Kamervraag 2019Z07615

Het bericht ‘Tijdelijk huurcontract zit steeds meer huurder dwars’

Ingediend 12 april 2019
Beantwoord 20 mei 2019 (na 38 dagen)
Indiener Paul Smeulders (GL)
Beantwoord door Kajsa Ollongren (viceminister-president , minister binnenlandse zaken en koninkrijksrelaties) (D66)
Onderwerpen huisvesting huren en verhuren
Bron vraag https://zoek.officielebekendmakingen.nl/kv-tk-2019Z07615.html
Bron antwoord https://zoek.officielebekendmakingen.nl/ah-tk-20182019-2701.html
  • Vraag 1
    Kent u het bericht «Tijdelijk huurcontract zit steeds meer huurder dwars»?1

    Ja

  • Vraag 2
    Herkent u de verhalen uit het bericht van huurders die na twee jaar hun woning moeten verlaten omdat de verhuurder bang is dat de huurder anders niet meer uit de woning vertrekt vanwege de huurbescherming bij een huurovereenkomst voor onbepaalde tijd? Zo ja, hoe beoordeelt u dit soort situaties? Zo nee, wat is dan uw beeld?

    Bij het ontwerp van de Wet doorstroming huurmarkt 2015 zijn de mogelijkheden voor tijdelijke verhuur zorgvuldig bekeken en afgewogen om uiteindelijk vast te kunnen stellen welke uitbreiding van de mogelijkheden voor tijdelijk huren wenselijk en mogelijk is. Uit gesprekken met diverse partijen in het veld bleek dat er bij bepaalde groepen woningzoekenden en bij (potentiële) verhuurders behoefte was aan tijdelijke huurovereenkomsten voor een groot aantal sterk uiteenlopende andere gevallen. Gewezen is daarbij op de volgende voorbeelden van huurdersgroepen die behoefte hebben aan tijdelijke huur: arbeidsmigranten, kenniswerkers en werknemers in lokaal belangrijke sectoren zoals verpleegsters en agenten hebben regelmatig behoefte aan tijdelijke huisvesting tijdens een periode van studie of werk. Daarnaast hebben mensen in en rond de maatschappelijke opvang, in begeleide woonvormen en mensen uit de opvang, snel tijdelijk onderdak nodig in afwachting van een meer definitieve oplossing.
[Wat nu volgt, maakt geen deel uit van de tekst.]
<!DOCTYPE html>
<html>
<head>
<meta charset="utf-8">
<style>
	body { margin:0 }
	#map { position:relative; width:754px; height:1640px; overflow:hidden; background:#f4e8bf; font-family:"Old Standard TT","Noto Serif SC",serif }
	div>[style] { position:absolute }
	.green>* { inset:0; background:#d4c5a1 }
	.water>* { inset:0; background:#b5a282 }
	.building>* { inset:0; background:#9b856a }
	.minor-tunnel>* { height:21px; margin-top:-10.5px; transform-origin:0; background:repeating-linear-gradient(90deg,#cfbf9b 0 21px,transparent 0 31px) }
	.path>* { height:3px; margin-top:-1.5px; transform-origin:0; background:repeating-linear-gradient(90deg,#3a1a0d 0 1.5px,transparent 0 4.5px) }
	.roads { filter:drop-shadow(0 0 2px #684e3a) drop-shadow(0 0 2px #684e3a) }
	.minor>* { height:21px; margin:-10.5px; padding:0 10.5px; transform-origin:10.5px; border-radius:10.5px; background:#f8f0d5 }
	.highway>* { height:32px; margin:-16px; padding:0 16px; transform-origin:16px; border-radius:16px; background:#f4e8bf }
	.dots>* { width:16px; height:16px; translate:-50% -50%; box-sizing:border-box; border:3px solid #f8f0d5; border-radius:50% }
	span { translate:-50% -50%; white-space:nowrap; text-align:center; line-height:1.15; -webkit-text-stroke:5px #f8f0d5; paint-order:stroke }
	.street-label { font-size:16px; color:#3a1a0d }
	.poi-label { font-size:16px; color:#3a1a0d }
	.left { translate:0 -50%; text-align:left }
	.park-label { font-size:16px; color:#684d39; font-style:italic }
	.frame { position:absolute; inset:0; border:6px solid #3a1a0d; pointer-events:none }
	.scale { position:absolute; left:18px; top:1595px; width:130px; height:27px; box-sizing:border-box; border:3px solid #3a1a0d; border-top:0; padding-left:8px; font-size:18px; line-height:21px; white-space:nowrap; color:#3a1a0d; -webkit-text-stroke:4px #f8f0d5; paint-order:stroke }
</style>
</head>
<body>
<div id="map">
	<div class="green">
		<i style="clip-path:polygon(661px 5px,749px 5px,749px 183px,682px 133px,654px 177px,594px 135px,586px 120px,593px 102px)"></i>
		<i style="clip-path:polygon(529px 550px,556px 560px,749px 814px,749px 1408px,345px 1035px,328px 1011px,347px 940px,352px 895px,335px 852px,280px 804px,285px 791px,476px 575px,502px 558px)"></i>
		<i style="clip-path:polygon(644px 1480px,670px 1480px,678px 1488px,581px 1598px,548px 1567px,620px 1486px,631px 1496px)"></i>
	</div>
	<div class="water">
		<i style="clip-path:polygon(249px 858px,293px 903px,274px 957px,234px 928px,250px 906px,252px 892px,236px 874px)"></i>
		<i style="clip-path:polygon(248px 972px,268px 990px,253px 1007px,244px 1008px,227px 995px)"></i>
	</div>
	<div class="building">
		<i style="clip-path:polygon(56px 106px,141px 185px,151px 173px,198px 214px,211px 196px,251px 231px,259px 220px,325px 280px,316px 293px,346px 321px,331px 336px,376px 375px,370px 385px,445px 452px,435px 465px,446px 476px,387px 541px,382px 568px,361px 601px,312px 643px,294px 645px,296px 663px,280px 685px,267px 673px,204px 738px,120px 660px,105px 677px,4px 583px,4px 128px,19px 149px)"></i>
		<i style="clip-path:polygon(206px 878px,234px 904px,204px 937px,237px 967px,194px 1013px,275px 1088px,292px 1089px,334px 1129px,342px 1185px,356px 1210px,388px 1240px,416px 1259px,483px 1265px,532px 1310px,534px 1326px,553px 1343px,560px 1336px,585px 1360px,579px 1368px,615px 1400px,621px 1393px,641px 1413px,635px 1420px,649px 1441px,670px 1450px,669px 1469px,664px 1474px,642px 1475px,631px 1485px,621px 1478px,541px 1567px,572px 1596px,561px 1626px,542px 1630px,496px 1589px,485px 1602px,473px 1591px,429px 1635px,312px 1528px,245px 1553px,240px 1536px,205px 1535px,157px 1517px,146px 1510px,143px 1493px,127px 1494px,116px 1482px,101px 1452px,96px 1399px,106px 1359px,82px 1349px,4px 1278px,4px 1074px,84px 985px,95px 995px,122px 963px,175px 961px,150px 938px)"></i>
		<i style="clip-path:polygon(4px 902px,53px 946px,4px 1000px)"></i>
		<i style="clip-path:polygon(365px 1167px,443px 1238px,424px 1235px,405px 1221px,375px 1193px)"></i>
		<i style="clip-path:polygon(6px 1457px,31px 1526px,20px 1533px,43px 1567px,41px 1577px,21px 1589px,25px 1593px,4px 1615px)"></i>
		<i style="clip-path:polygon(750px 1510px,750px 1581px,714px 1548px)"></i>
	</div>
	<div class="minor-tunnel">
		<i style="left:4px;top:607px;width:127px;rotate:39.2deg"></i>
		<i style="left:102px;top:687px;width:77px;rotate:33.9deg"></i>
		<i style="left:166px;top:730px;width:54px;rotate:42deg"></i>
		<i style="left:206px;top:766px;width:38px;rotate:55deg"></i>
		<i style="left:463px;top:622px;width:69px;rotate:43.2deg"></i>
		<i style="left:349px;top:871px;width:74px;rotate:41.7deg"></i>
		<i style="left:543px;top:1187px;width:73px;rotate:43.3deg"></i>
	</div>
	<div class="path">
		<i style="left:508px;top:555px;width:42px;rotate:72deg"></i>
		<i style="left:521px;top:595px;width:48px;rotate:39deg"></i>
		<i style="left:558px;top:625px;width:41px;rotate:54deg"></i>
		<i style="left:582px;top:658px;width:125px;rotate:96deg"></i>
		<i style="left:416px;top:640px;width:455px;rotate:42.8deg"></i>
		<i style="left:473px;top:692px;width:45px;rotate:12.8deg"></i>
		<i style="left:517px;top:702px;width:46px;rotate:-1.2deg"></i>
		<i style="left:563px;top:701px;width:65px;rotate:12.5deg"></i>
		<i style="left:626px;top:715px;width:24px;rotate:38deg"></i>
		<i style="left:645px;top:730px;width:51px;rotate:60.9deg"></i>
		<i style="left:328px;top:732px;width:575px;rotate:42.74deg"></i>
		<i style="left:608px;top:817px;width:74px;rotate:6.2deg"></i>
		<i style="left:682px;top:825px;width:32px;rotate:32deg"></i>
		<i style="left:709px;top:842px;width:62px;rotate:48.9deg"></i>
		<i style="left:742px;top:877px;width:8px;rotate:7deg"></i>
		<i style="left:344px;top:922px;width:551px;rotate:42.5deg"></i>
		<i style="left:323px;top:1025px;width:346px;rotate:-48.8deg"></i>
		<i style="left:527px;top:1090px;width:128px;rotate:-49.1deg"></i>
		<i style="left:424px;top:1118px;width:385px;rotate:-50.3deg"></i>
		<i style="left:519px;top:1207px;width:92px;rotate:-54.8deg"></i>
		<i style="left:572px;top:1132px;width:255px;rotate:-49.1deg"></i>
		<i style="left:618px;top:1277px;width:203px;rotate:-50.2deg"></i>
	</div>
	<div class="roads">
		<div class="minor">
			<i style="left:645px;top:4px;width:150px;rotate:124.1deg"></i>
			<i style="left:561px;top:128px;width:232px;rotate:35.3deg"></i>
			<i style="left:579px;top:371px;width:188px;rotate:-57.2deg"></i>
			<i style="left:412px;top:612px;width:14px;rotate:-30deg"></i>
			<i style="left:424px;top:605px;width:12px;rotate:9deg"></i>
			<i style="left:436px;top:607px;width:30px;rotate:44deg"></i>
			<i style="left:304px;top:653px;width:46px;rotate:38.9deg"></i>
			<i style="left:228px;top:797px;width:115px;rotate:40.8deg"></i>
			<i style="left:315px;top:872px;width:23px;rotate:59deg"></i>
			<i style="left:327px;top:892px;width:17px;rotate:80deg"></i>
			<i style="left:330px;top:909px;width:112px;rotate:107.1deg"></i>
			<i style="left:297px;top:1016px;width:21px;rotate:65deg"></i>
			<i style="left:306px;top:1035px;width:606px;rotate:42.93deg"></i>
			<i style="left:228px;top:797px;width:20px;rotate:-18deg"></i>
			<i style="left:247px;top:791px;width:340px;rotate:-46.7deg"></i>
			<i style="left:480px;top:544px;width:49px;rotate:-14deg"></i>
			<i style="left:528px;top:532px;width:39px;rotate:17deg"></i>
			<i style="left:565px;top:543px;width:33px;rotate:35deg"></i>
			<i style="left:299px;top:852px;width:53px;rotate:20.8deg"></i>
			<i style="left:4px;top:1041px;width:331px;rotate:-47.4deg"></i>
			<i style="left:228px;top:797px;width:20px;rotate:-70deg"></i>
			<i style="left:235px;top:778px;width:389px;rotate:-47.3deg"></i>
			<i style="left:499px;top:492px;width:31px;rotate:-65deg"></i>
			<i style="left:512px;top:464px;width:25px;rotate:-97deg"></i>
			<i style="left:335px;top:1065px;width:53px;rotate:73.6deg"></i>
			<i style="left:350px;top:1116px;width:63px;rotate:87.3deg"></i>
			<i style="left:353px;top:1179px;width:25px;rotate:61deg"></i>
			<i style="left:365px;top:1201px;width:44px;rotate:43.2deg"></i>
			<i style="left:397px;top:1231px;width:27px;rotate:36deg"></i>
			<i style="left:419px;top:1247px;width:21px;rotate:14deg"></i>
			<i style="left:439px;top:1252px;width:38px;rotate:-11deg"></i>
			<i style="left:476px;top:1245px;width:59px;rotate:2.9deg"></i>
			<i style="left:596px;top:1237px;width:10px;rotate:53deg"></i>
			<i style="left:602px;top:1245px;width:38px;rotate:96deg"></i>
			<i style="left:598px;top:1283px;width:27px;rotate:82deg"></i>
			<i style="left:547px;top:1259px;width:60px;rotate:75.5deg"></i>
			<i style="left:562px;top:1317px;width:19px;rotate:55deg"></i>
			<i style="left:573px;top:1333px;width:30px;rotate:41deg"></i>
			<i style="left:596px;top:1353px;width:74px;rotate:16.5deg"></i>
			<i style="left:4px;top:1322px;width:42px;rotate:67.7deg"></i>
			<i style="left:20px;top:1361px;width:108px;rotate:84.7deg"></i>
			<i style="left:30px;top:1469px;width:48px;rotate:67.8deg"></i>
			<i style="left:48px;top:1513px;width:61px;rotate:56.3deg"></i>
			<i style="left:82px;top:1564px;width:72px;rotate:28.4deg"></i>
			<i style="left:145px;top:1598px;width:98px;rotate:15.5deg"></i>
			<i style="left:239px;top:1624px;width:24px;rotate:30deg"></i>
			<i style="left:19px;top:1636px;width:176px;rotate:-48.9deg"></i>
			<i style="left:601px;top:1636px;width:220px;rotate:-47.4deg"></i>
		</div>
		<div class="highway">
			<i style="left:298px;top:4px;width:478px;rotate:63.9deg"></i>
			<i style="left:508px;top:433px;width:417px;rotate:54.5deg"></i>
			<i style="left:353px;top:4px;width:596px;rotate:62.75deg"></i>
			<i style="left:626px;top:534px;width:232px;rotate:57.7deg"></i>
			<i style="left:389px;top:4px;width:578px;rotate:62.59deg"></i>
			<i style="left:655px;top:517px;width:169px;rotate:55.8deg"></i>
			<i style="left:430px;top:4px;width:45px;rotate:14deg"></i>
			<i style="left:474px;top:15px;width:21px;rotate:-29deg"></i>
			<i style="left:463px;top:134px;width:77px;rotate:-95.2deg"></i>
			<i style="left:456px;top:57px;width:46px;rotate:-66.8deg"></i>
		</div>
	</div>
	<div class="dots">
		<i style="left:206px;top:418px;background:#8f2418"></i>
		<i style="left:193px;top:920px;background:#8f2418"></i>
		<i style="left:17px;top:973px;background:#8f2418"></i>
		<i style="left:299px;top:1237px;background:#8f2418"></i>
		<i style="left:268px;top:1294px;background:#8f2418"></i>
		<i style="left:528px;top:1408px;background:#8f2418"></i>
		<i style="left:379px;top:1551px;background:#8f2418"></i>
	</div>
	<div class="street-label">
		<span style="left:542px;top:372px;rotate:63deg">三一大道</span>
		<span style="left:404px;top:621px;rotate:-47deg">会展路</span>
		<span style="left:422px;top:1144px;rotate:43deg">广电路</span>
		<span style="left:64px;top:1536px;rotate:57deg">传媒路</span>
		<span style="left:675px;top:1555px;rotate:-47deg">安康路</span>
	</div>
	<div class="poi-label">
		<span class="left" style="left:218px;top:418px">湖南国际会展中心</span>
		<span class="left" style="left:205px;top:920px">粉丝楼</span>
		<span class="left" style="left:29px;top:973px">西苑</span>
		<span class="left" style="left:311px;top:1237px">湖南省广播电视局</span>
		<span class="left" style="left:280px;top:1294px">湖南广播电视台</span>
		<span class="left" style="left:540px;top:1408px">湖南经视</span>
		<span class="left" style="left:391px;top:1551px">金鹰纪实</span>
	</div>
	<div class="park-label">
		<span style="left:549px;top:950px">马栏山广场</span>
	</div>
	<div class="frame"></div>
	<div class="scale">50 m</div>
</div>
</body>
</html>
Een dergelijke behoefte is ook naar voren gekomen voor mensen die bezig zijn te scheiden of net gescheiden zijn, en voor ex-gedetineerden, slachtoffers van mensenhandel, expats en mensen in afwachting van de oplevering van hun koopwoning. Kortom, er zijn meerdere gevallen waarbij woningzoekenden behoefte hadden aan een huurwoning voor een korte periode, maar voor welke gevallen de wetgeving voorheen geen specifieke vorm van tijdelijke huurovereenkomsten bood.
    Omdat potentiële aanbieders van woonruimte soms wel willen verhuren, maar niet vast willen zitten aan een verhuur voor onbepaalde tijd met volle huurbescherming voor de huurder, en daar voorheen geen mogelijkheid voor bestond (anders dan «een gebruik van korte duur», zie hieronder), kwam een deel van dit potentiële huuraanbod mogelijk niet tot stand. Of verhuurders trachtten hun huurovereenkomst te brengen onder artikel 7: 232, tweede lid, van het BW, betreffende een huur welke een gebruik van woonruimte betreft dat naar zijn aard slechts van korte duur is. Uit de voormelde gesprekken is gebleken dat dit inderdaad vaak voorkwam. Daaraan zijn evenwel grote bezwaren verbonden, want huurders hebben bij huurovereenkomsten die een gebruik betreffen dat naar zijn aard van korte duur isgeen huur(prijs)bescherming. Dit betekent dat de verhuurder geheel vrij de huur kan opzeggen. Ook aan het woningwaarderingsstelsel is hij niet gebonden. Dit is onwenselijk, want er bestaat juist een duidelijke behoefte aan huur(prijs)bescherming. Tijdelijke huurovereenkomsten leveren voor huurders meer zekerheid op dan huurovereenkomsten die een gebruik betreffen dat naar zijn aard van korte duur of bijvoorbeeld anti-kraakovereenkomsten (bruikleenovereenkomsten).
    Gelet op het bovenstaande gaat hier in casu dus om de intentie van de huurder en verhuurder en het eventuele verschil in huur(prijs)bescherming tussen tijdelijke huurovereenkomsten en huurovereenkomsten voor bepaalde tijd.
    Hieronder licht ik dat nader toe.
    Er wordt ten aanzien van de huurbescherming bij huurbeëindiging een onderscheid gemaakt tussen de sinds 1 juli 2016 wettelijk geregelde tijdelijke huurovereenkomsten (van maximaal twee jaar voor een zelfstandige woning of van maximaal vijf jaar voor een onzelfstandige woning) en huurovereenkomsten voor onbepaalde tijd.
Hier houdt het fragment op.